- Data for review:

|---|

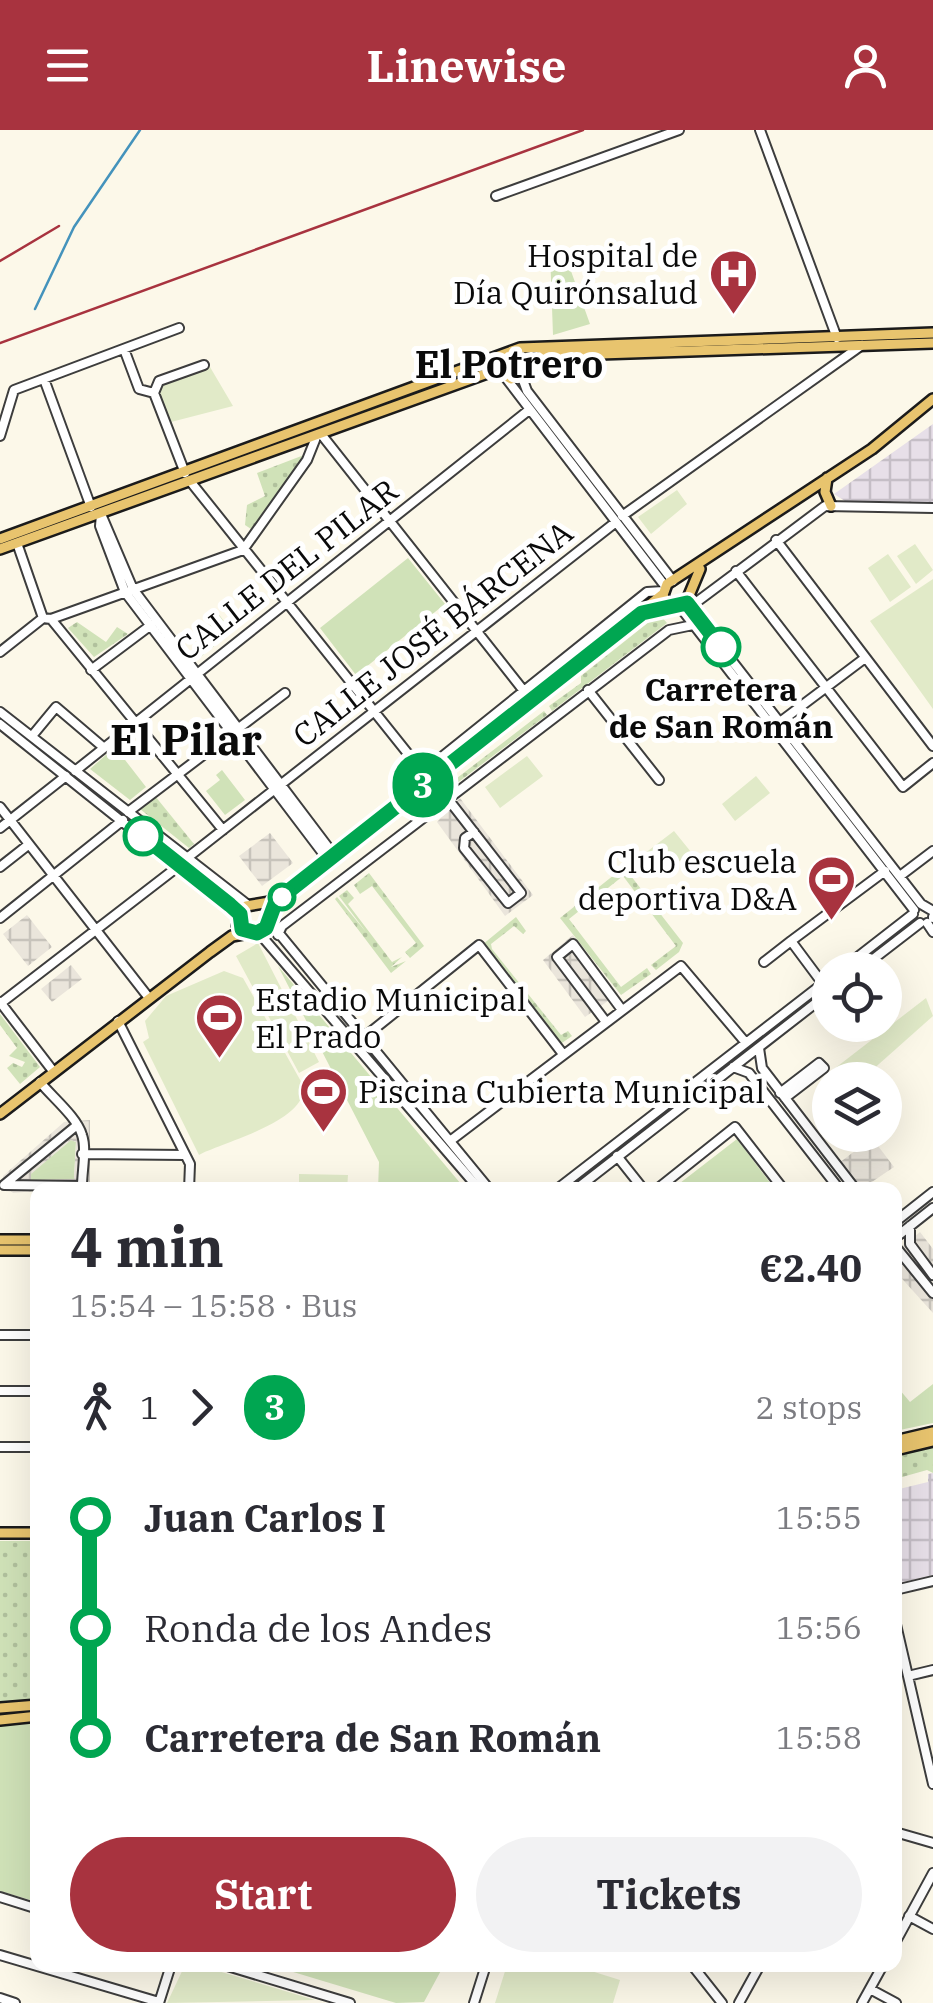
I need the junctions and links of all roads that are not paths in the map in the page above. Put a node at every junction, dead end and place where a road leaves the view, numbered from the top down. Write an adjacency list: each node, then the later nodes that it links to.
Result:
1 (679, 130): 3 (street)
2 (760, 130): 6 (street)
3 (496, 196)
4 (179, 328): 9 (street)
5 (933, 333): 6 (main road)
6 (836, 338): 10 (main road)
7 (933, 343): 8 (main road)
8 (862, 345): 13 (main road); 29 (street, CALLE JOSÉ BÁRCENA)
9 (124, 349): 16 (street); 17 (street)
10 (508, 352): 11 (main road); 13 (main road)
11 (497, 358): 14 (main road); 22 (main road)
12 (204, 364): 17 (street)
13 (521, 369): 15 (main road); 29 (street)
14 (496, 370): 15 (main road); 20 (main road)
15 (506, 378): 19 (street)
16 (44, 379): 21 (street); 26 (street)
17 (154, 393): 22 (street)
18 (933, 398): 23 (main road)
19 (530, 410): 29 (street); 30 (street, CALLE DEL PILAR)
20 (319, 434): 22 (main road); 30 (street); 35 (street)
21 (0, 436)
22 (188, 477): 26 (main road); 28 (main road); 35 (street)
23 (827, 478): 24 (main road); 25 (main road)
24 (804, 491): 25 (main road); 36 (main road)
25 (828, 506): 27 (street); 32 (street)
26 (91, 507): 31 (main road)
27 (933, 508)
28 (101, 514): 33 (main road); 39 (street)
29 (619, 519): 38 (street); 47 (street, CALLE JOSÉ BÁRCENA)
30 (390, 521): 41 (street, CALLE DEL PILAR); 47 (street)
31 (0, 539)
32 (776, 540): 37 (street); 50 (street)
33 (18, 543): 34 (main road); 44 (street)
34 (0, 550)
35 (243, 550): 39 (street); 41 (street)
36 (705, 563): 38 (main road); 40 (main road)
37 (736, 572): 40 (street); 53 (street)
38 (668, 587): 40 (main road); 42 (main road); 43 (main road); 56 (street)
39 (129, 591): 44 (street); 46 (street); 52 (street)
40 (687, 602): 42 (main road); 45 (street); 60 (street)
41 (285, 603): 52 (street, CALLE DEL PILAR); 58 (street)
42 (668, 606): 43 (main road)
43 (642, 613): 56 (main road)
44 (47, 618): 49 (street); 51 (street)
45 (693, 625): 54 (street); 85 (street)
46 (151, 626): 51 (street); 52 (street)
47 (478, 630): 56 (street); 58 (street, CALLE JOSÉ BÁRCENA)
48 (0, 637): 49 (street)
49 (2, 650)
50 (865, 658): 53 (street); 64 (street)
51 (92, 670): 59 (street)
52 (195, 675): 59 (street, CALLE DEL PILAR); 62 (street)
53 (826, 687): 60 (street); 66 (street)
54 (588, 690): 71 (street); 73 (street)
55 (285, 693): 62 (street)
56 (527, 695): 70 (main road)
57 (0, 712): 63 (street)
58 (374, 712): 70 (street); 72 (street, CALLE JOSÉ BÁRCENA)
59 (135, 722): 65 (street, CALLE DEL PILAR); 68 (street)
60 (780, 722): 86 (street)
61 (0, 724): 69 (street)
62 (236, 729): 68 (street); 72 (street)
63 (32, 736): 65 (street); 67 (street)
64 (933, 746)
65 (103, 747): 67 (street, CALLE DEL PILAR)
66 (933, 763)
67 (76, 771): 75 (street)
68 (178, 772): 75 (street); 78 (street)
69 (66, 776): 75 (street); 76 (street)
70 (426, 776): 82 (main road)
71 (659, 780)
72 (278, 786): 78 (street, CALLE JOSÉ BÁRCENA); 82 (street)
73 (448, 798): 79 (street); 93 (street)
74 (0, 807): 76 (street)
75 (126, 816): 83 (street); 87 (street)
76 (10, 820): 77 (street); 80 (street)
77 (0, 828)
78 (224, 830): 83 (street, CALLE JOSÉ BÁRCENA)
79 (473, 831): 79 (street)
80 (28, 845): 84 (street); 87 (street)
81 (933, 851): 86 (street)
82 (331, 858): 88 (main road)
83 (184, 862): 89 (street); 92 (street); 94 (street, CALLE JOSÉ BÁRCENA)
84 (0, 867)
85 (885, 870): 90 (street); 98 (street)
86 (900, 876): 90 (street)
87 (52, 878): 91 (street); 94 (street)
88 (276, 901): 89 (main road); 93 (main road)
89 (252, 905): 92 (main road); 93 (main road)
90 (926, 913): 95 (street); 99 (street); 100 (street)
91 (0, 918)
92 (239, 918): 96 (main road); 97 (main road)
93 (274, 924): 96 (main road); 110 (street)
94 (95, 932): 104 (street); 105 (street, CALLE JOSÉ BÁRCENA)
95 (933, 932)
96 (254, 933): 97 (main road); 126 (street)
97 (232, 936): 104 (main road)
98 (791, 941): 101 (street); 102 (street)
99 (868, 952)
100 (880, 952)
101 (764, 962)
102 (812, 965)
103 (812, 992): 111 (street)
104 (148, 998): 108 (main road)
105 (0, 1002): 115 (street)
106 (812, 1006): 112 (street)
107 (622, 1010): 109 (street); 109 (street); 111 (street)
108 (118, 1021): 115 (main road); 122 (street)
109 (606, 1022): 113 (street)
110 (363, 1038): 113 (street); 120 (street)
111 (746, 1043): 128 (street)
112 (760, 1046): 114 (street); 117 (street)
113 (562, 1054): 120 (street)
114 (734, 1067): 123 (street); 133 (street)
115 (53, 1071): 116 (main road)
116 (39, 1081): 118 (main road); 119 (street)
117 (782, 1096): 117 (street); 134 (street)
118 (0, 1114)
119 (76, 1126): 121 (street); 135 (street)
120 (450, 1141): 127 (street)
121 (82, 1154): 122 (street); 124 (street)
122 (185, 1155): 125 (street)
123 (618, 1156): 129 (street); 130 (street)
124 (82, 1182)
125 (188, 1182)
126 (473, 1182)
127 (483, 1182)
128 (566, 1182)
129 (586, 1182)
130 (638, 1182)
131 (666, 1182): 132 (street)
132 (778, 1182)
133 (834, 1182)
134 (850, 1182)
135 (2, 1187): 136 (street)
136 (30, 1187)
137 (933, 1192): 139 (street)
138 (933, 1208): 140 (street)
139 (902, 1216)
140 (910, 1226): 141 (street); 147 (street)
141 (902, 1232)
142 (0, 1240): 143 (main road)
143 (30, 1240)
144 (0, 1250): 145 (main road)
145 (30, 1250)
146 (902, 1255): 148 (street)
147 (933, 1275)
148 (933, 1293)
149 (0, 1335): 150 (street)
150 (30, 1335)
151 (0, 1391): 152 (street)
152 (30, 1391)
153 (933, 1432): 154 (main road)
154 (902, 1439)
155 (933, 1442): 158 (main road)
156 (0, 1447): 157 (street)
157 (30, 1447)
158 (902, 1449)
159 (0, 1533): 160 (main road)
160 (30, 1533)
161 (933, 1581): 162 (street)
162 (902, 1588)
163 (902, 1650): 165 (street)
164 (933, 1670): 165 (street)
165 (908, 1676): 170 (street)
166 (30, 1706): 167 (main road)
167 (0, 1708)
168 (30, 1717): 169 (main road)
169 (0, 1720)
170 (931, 1762): 171 (street)
171 (933, 1784)
172 (902, 1834): 173 (street)
173 (933, 1843)
174 (933, 1873): 177 (street)
175 (0, 1897): 176 (street)
176 (30, 1906)
177 (909, 1916): 178 (street); 179 (street)
178 (902, 1929)
179 (933, 1929)
180 (0, 1956): 181 (street)
181 (30, 1965)
182 (55, 1972): 191 (street)
183 (168, 1972): 191 (street)
184 (247, 1972): 193 (street)
185 (484, 1972): 194 (street)
186 (698, 1972): 195 (street)
187 (756, 1972): 196 (street)
188 (879, 1972): 189 (street)
189 (870, 1989): 197 (street); 198 (street)
190 (0, 1998): 192 (street)
191 (159, 2002)
192 (15, 2003)
193 (350, 2003)
194 (474, 2003)
195 (722, 2003)
196 (739, 2003)
197 (862, 2003)
198 (896, 2003)

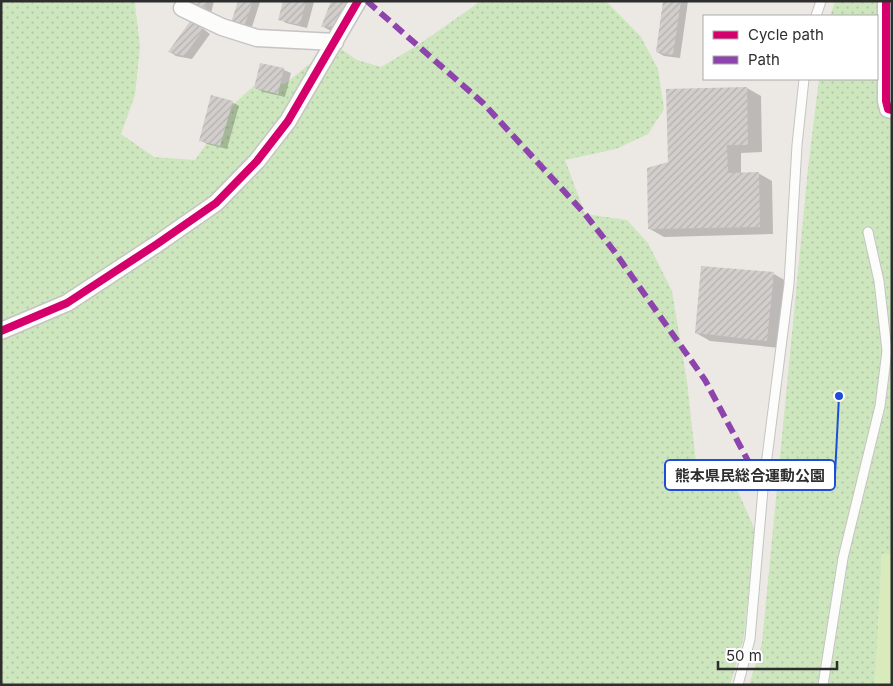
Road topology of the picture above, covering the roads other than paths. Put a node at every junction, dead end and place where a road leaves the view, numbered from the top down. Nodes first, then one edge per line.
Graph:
1 (358, 1) edge
2 (821, 1) edge
3 (886, 1) edge
4 (182, 8) dead end
5 (816, 15) edge
6 (335, 42) junction
7 (804, 80) edge
8 (892, 110) edge
9 (868, 232) dead end
10 (1, 331) edge
11 (889, 348) edge
12 (738, 685) edge
13 (823, 685) edge

1 - 6 street
2 - 5 lane
3 - 8 street
4 - 6 street
6 - 10 street
7 - 12 lane
9 - 11 lane
11 - 13 lane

|---|

- About this exercise:
Which lines hold the word "PILAR"? Copy each of them from the records.

- Task solution:
19 (530, 410): 29 (street); 30 (street, CALLE DEL PILAR)
30 (390, 521): 41 (street, CALLE DEL PILAR); 47 (street)
41 (285, 603): 52 (street, CALLE DEL PILAR); 58 (street)
52 (195, 675): 59 (street, CALLE DEL PILAR); 62 (street)
59 (135, 722): 65 (street, CALLE DEL PILAR); 68 (street)
65 (103, 747): 67 (street, CALLE DEL PILAR)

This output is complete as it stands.